- **TASK BRIEF**
What lines in the records below include the word "controls"? Return each one.

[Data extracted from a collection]
Start of Block

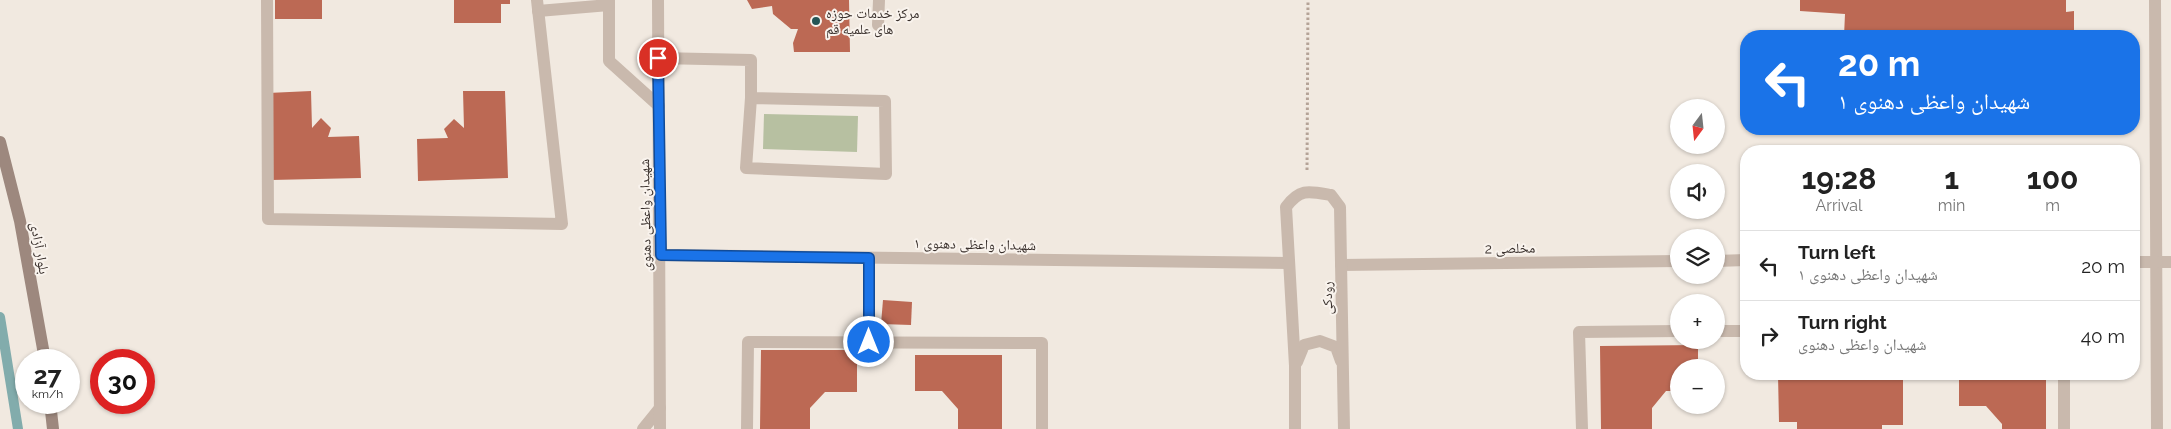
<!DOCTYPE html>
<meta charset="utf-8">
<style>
body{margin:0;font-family:Raleway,"Noto Naskh Arabic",sans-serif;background:#f2f2f2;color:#222;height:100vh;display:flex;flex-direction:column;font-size:19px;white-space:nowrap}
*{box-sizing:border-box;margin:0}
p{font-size:16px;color:#767676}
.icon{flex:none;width:28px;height:28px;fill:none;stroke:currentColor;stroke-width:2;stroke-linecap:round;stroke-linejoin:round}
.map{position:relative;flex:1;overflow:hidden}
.sheet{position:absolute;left:1740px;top:145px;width:400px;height:235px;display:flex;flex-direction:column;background:#fff;border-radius:20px;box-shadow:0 1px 4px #0004}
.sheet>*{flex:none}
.hud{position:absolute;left:1740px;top:30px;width:400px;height:105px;border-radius:20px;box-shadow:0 1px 4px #0004;background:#1a73e8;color:#fff;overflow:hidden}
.needle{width:32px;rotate:195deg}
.controls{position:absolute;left:1670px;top:99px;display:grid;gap:10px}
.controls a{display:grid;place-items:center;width:55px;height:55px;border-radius:50%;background:#fff;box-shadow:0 1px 4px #0004;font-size:25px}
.speed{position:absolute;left:15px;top:349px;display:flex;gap:10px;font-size:25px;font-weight:700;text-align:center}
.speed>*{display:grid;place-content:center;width:65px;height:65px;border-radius:50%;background:#fff;box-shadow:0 1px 4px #0004;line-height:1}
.speed small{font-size:12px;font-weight:400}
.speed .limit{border:8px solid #d22;background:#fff;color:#111}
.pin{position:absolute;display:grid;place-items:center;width:42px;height:42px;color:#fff;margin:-21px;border:2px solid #fff;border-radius:50%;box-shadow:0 1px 5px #0007}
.me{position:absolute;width:55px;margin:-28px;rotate:0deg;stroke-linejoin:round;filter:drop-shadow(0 0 4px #0008)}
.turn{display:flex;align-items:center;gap:18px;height:105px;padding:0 15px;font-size:22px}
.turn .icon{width:65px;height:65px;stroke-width:2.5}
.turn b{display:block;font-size:35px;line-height:42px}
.eta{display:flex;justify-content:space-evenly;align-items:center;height:85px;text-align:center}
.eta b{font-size:30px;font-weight:700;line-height:35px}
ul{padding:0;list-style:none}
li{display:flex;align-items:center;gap:15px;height:70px;padding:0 15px;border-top:1px solid #e0e0e0}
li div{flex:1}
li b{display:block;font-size:19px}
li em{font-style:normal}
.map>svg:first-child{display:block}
.green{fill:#b7c0a1}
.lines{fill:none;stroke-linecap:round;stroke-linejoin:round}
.stream{stroke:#82acac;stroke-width:10}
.building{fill:#bc6954}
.path{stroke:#b5a397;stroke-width:3;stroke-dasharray:2.5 2.5;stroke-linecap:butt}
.service{stroke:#c9b9ad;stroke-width:12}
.minor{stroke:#c9b9ad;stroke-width:12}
.tertiary{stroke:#c9b9ad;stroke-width:12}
.secondary{stroke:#9d887e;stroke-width:12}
.route-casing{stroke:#114b97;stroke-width:12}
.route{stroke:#1a73e8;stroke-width:9}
.poi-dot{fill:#245556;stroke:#f9f3ed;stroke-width:2}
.labels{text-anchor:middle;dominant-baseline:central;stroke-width:4;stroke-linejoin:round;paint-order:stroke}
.poi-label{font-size:14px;fill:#382f2b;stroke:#f9f3ed;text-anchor:start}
.street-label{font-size:14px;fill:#382f2b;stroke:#f9f3ed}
</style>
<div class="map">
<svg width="2171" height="429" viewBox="0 0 2171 429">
<rect width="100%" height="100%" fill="#f1e9e0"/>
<polygon class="green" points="764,114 858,116 857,152 763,149"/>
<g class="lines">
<polyline class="stream" points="0,317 18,429"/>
</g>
<g class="building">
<rect x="275" y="0" width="47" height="19"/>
<polygon points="454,0 510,0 510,4 501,4 501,23 454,23"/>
<polygon points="747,0 849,0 850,52 794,52 793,43 798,29 791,29 773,14 772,6 752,9"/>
<polygon points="1800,0 2066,0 2066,12 2074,11 2074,36 1844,36 1845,14 1800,11"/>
<polygon points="311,91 312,128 321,118 331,128 328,137 359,136 361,178 271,180 268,93"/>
<polygon points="463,91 505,91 508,178 418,181 417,139 448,138 444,129 454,119 464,128"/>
<polygon points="883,300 912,302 911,325 881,324"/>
<polygon points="1698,345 1698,368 1679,368 1679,391 1666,391 1652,408 1652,429 1601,429 1600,346"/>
<polygon points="761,350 857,350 857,392 825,392 810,408 810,429 760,429"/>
<polygon points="915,355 1002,355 1002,429 958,429 958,409 942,391 915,391"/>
<polygon points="1799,374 1903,374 1903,425 1882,425 1882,429 1797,429 1797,422 1779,422 1778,375"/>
<polygon points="1959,374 2046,374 2046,429 2002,429 2002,424 1986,406 1959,406"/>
</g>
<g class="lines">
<polyline class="path" points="1307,170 1308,0"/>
<polyline class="service" points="643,429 660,408"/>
<g class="minor">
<polyline points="267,0 268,219 562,224 537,0"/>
<polyline points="609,0 609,61 659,106"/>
<polyline points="538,11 609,5"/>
<polyline points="878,25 879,0"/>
<polyline points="658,58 751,60 751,98 885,101 886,174 746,168 751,98"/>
<polyline points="2156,262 2171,262"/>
<polyline points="1716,331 1746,331"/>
<polyline points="869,342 869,258"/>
<polyline points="747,429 748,342 1042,343 1042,429"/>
<polyline points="1582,429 1579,332 1679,331"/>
<polyline points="2064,429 2064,374"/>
</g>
<g class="tertiary">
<polyline points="658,0 660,429"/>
<polyline points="2155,0 2157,429"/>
<polyline points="661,255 1289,263"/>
<polyline points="1716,261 1746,260"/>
<polyline points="2134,262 2156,262"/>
<polyline points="1341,265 1679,261"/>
<polyline points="1297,362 1304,345 1320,341 1336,347 1341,361"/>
<path d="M1295 429V366L1286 207C1300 188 1309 191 1331 195L1340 207 1344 429"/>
</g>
<g class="secondary">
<polyline points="0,142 20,221 45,360"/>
<polyline points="50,402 53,429"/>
</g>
</g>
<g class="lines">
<defs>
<polyline id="route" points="658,58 661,255 869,258 869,342"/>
</defs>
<use href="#route" class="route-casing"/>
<use href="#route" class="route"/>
</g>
<circle class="poi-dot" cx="816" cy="21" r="5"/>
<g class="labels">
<g class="poi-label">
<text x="826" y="13">مرکز خدمات حوزه<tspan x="826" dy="16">های علمیه قم</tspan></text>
</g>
<g class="street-label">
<text transform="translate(645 215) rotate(-91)">شهیدان واعظی دهنوی</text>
<text transform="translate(975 244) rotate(1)">شهیدان واعظی دهنوی ۱</text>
<text transform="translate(40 248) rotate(80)">بلوار آزادی</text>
<text transform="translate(1510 248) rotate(-1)">مخلصی 2</text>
<text transform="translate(1327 298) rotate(-91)">رودکی</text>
</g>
</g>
</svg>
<div class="controls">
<a><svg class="needle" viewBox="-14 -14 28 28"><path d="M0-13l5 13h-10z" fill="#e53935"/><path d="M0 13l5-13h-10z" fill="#767676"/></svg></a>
<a><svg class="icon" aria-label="sound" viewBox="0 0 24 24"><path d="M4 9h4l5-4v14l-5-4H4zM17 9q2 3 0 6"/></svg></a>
<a><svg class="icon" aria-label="layers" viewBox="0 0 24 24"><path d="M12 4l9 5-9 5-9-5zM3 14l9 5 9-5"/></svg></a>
<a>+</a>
<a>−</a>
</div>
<div class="speed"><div>27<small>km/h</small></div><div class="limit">30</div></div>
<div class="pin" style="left:658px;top:58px;background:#d93025"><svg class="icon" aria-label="arrive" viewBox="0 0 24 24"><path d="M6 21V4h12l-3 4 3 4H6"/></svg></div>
<svg class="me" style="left:869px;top:342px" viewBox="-20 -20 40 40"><circle r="17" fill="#1a73e8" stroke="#fff" stroke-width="3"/><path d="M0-11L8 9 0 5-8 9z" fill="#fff"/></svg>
<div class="hud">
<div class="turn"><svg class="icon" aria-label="left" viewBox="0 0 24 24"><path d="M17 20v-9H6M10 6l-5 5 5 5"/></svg><div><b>20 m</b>شهیدان واعظی دهنوی ۱</div></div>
</div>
<section class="sheet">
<div class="eta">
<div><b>19:28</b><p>Arrival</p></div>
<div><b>1</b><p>min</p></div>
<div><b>100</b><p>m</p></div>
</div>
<ul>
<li><svg class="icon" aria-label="left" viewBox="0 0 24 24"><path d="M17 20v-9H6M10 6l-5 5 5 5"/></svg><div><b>Turn left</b><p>شهیدان واعظی دهنوی ۱</p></div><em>20 m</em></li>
<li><svg class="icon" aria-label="right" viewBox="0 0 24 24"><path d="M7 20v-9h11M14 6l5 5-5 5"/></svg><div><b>Turn right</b><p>شهیدان واعظی دهنوی</p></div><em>40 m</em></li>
</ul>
</section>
</div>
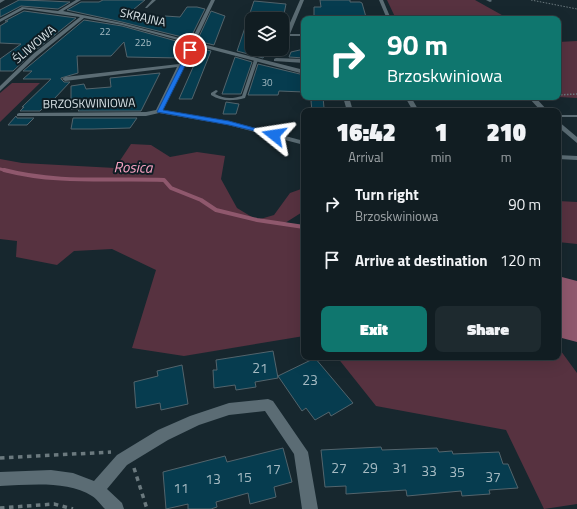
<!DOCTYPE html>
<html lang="en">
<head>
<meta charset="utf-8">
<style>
  :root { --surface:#111d22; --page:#1e2a2f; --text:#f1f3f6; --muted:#9ca2a5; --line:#303b40; --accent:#0f766e }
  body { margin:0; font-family:"Titillium Web",sans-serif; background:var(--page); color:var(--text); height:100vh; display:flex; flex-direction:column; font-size:15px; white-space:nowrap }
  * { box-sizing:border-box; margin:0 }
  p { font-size:13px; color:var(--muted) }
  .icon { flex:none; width:22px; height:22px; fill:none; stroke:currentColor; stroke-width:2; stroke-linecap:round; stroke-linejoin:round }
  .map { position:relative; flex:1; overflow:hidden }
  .sheet { position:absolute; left:301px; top:108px; width:260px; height:252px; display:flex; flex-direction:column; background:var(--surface); border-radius:8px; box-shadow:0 4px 16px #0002,0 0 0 1px var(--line) }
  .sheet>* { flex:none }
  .guide { position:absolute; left:301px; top:16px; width:260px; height:84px; border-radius:8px; box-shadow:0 4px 16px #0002,0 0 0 1px var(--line); background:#0f766e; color:#fff; overflow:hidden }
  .fabs { position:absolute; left:245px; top:12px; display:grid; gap:8px }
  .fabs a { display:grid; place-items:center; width:44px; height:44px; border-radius:8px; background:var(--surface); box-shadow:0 4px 16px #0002,0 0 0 1px var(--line); font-size:20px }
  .pin { position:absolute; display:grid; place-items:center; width:34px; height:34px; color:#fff; margin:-17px; border:2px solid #fff; border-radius:50%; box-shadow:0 1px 4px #0007 }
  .me { position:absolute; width:44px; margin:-22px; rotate:285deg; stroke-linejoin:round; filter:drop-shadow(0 0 3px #0008) }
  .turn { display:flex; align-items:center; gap:14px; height:84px; padding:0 20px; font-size:18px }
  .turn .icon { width:52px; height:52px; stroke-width:2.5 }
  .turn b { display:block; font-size:28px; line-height:34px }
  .eta { display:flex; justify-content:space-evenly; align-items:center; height:68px; text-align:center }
  .eta b { font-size:24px; font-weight:800; line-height:28px }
  .action { display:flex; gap:8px; margin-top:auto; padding:8px 20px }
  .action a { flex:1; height:46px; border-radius:8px; background:var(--accent); color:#fff; font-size:16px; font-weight:800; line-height:46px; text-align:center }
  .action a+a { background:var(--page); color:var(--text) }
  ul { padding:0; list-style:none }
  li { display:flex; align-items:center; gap:12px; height:56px; padding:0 20px }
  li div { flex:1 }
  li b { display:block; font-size:15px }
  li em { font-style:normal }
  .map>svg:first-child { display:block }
</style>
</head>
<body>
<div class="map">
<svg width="577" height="509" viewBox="0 0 577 509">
  <rect width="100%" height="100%" fill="#17272e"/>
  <path fill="#573240" d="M387,0H475L509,19H396Z
    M577,41V98L558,97V42Z
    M12,83H40L0,122V93Z
    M131,144L151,145L170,157L197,152L225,156L221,179L237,208L257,220L274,215L290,193L304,188V211L285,223L304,229V336L184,356L132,348L156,270L112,249L74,251L57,265L16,257L17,241L0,239V159L22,163L115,168Z
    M558,201L577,202V244L558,242Z
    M558,347L577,373V504L544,509L506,430L376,406L337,357H558Z"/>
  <path fill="#8f586d" d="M558,276L577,281V342L558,337Z"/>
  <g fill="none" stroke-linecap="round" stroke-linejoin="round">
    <path stroke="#8f586d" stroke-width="3" d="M0,169L8,171"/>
    <path stroke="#8f586d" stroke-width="4" d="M4,170C57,184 111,178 164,180L171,188L201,200L216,210L257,220L304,227"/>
  </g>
  <path fill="#063c4f" stroke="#53646c" d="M19,0L50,1L70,2L58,9L21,6L0,17V10Z
    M103,0H145L122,19L161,20L165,16L180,17L187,7H197L205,9L190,39L122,22L67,10L81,2H99Z
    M320,0H350V2H360L362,3L366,17L314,19V7H321Z
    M254,1L286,4L283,19H252V38L246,49L267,50L263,58L237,51Z
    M24,11L76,18L32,53L13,71H0V59L21,44L0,43V26L8,21H5Z
    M211,11L225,16L214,45L197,41Z
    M84,20L122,26L187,44L180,58L127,57L124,42L111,56H77L78,73L61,78V79L64,82H70L54,99H52L40,111H20L24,107H22L51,79H23L32,71H23Z
    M195,47L211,51L192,99H179L194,65H189L191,61H188Z
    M304,49V58L289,57L291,52Z
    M235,57L252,62L241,94H222Z
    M258,64L304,75V92L279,91L278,95H248Z
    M160,73L141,111H78L80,109H71V86L84,84L86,89L111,87L110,78Z
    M318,97H323L324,108L320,111H312L311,101Z
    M226,102L239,104L236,114H223Z
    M16,116L17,118H34L27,125H8Z
    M73,118H137L130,128L93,129H71Z
    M273,351L278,378L255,382L256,387L236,390L235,385L214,388L213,370H217L216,360Z
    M315,358L353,403L331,416L329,412L315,420L306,408L302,411L278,376Z
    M182,365L188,404L161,410L160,403L136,408L134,382L158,376L157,371Z
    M381,447L382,450L437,448L439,452L452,451L453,454L499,452L503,464H508L518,488L489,490L490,494L462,496L461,491L407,496L406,490L346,494V486L325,487L321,450Z
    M283,448L292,482L274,487L276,497L250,504L248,493L216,502L217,507L211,509H188V504L166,509L163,472L225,456L227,462Z"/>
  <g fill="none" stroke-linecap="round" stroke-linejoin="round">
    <path stroke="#6b797e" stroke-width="1" stroke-dasharray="1.5 1.5" stroke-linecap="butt" d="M531,0L577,9"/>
    <path stroke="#6b797e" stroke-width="1.5" stroke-dasharray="1.5 1.5" stroke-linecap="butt" d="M558,95L577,94"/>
    <path stroke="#6b797e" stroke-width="3.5" stroke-dasharray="4.5 4.5" stroke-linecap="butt" d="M0,458L111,452
      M134,468L147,509
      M0,508L54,504L73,509"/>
    <path fill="#5b6c74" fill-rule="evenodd" d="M256,59L258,60L245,98C233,101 222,102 211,95V93L216,90L218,91L215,94C224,99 232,99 242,96L254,60Z
      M558,115H577V117H558Z"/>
    <path fill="#5b6c74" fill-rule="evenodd" d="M0,0H5L0,3Z
      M76,0H81L63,11L122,23L191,41L211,0H215L195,42L304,70V74L194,45L163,110L229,121L304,141V145L228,125L159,113L146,116H17V114L19,113L146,112L156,110L177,67L65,81L62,79L65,77L179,64L189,43L122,25L84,18L37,56L0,91V86L33,54L80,17L24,9L0,22V19L22,7L58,11Z
      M152,0H156L147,8H145Z
      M300,0H304L290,34H304V36H289L285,47L282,49V41Z
      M379,0H383L391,19H387Z
      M486,0H491L492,1L490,2Z
      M276,58L304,59V63L274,61V59Z
      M343,97H349L353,111H347Z
      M405,97H411L419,111H413Z
      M528,97H535L548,111H541Z
      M558,121L577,137V143L558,127Z
      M558,155L577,156V160L558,159Z
      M268,399L273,401L308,452L318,509H302L294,454L265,411L229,415L199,425L168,440L127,465L107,489L122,503L124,509H105C101,505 97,499 92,496C67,480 28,485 0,486V472L51,470L73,473L94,481L117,455L158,430L190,416L229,403Z"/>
  </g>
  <path fill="#1a73e8" stroke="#114b97" d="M189,48L193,50L163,110L229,121L276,134V136L229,125L157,112Z"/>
  <g text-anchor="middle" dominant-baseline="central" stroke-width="4" stroke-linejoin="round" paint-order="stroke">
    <g font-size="10" fill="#a5bac2">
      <text x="105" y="31">22</text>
      <text x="143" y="42">22b</text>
      <text x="267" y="82">30</text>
    </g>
    <g font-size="12" fill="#dae4e8" stroke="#0e1d24">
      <text transform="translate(143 17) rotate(13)">SKRAJNA</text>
      <text transform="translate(34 44) rotate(-40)">ŚLIWOWA</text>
      <text transform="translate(89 103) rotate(-1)">BRZOSKWINIOWA</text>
    </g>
    <g font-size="14" fill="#a5bac2">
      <text x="260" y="367">21</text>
      <text x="310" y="379">23</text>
      <text x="339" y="467">27</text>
      <text x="370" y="467">29</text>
      <text x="400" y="467">31</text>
      <text x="273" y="468">17</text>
      <text x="429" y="470">33</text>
      <text x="457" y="471">35</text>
      <text x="244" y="476">15</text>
      <text x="493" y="476">37</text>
      <text x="213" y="478">13</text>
      <text x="181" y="487">11</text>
    </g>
    <g font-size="15" font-style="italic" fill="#f9a3c3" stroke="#0e1d24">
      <text transform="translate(133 167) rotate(1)">Rosica</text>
    </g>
  </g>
</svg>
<div class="fabs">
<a><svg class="icon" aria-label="layers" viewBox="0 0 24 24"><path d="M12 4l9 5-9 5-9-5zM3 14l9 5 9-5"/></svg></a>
</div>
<div class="pin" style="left:190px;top:50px;background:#d93025"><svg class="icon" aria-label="arrive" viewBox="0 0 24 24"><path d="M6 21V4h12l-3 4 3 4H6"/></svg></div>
<svg class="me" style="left:274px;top:135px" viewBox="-20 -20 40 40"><path d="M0-17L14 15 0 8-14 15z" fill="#1a73e8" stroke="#fff" stroke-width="4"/></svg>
<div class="guide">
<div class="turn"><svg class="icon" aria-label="right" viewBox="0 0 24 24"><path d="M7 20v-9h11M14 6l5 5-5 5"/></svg><div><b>90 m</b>Brzoskwiniowa</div></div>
</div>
<section class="sheet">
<div class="eta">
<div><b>16:42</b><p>Arrival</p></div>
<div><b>1</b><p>min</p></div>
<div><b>210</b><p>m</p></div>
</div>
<ul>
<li><svg class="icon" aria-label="right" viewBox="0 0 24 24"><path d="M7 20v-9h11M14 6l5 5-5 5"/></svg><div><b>Turn right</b><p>Brzoskwiniowa</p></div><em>90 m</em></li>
<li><svg class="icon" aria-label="arrive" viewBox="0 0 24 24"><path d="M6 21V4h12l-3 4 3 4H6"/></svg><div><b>Arrive at destination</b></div><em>120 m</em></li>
</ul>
<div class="action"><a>Exit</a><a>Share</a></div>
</section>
</div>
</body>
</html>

End of Block

- **WRITTEN ANSWER**
.controls{position:absolute;left:1670px;top:99px;display:grid;gap:10px}
.controls a{display:grid;place-items:center;width:55px;height:55px;border-radius:50%;background:#fff;box-shadow:0 1px 4px #0004;font-size:25px}
<div class="controls">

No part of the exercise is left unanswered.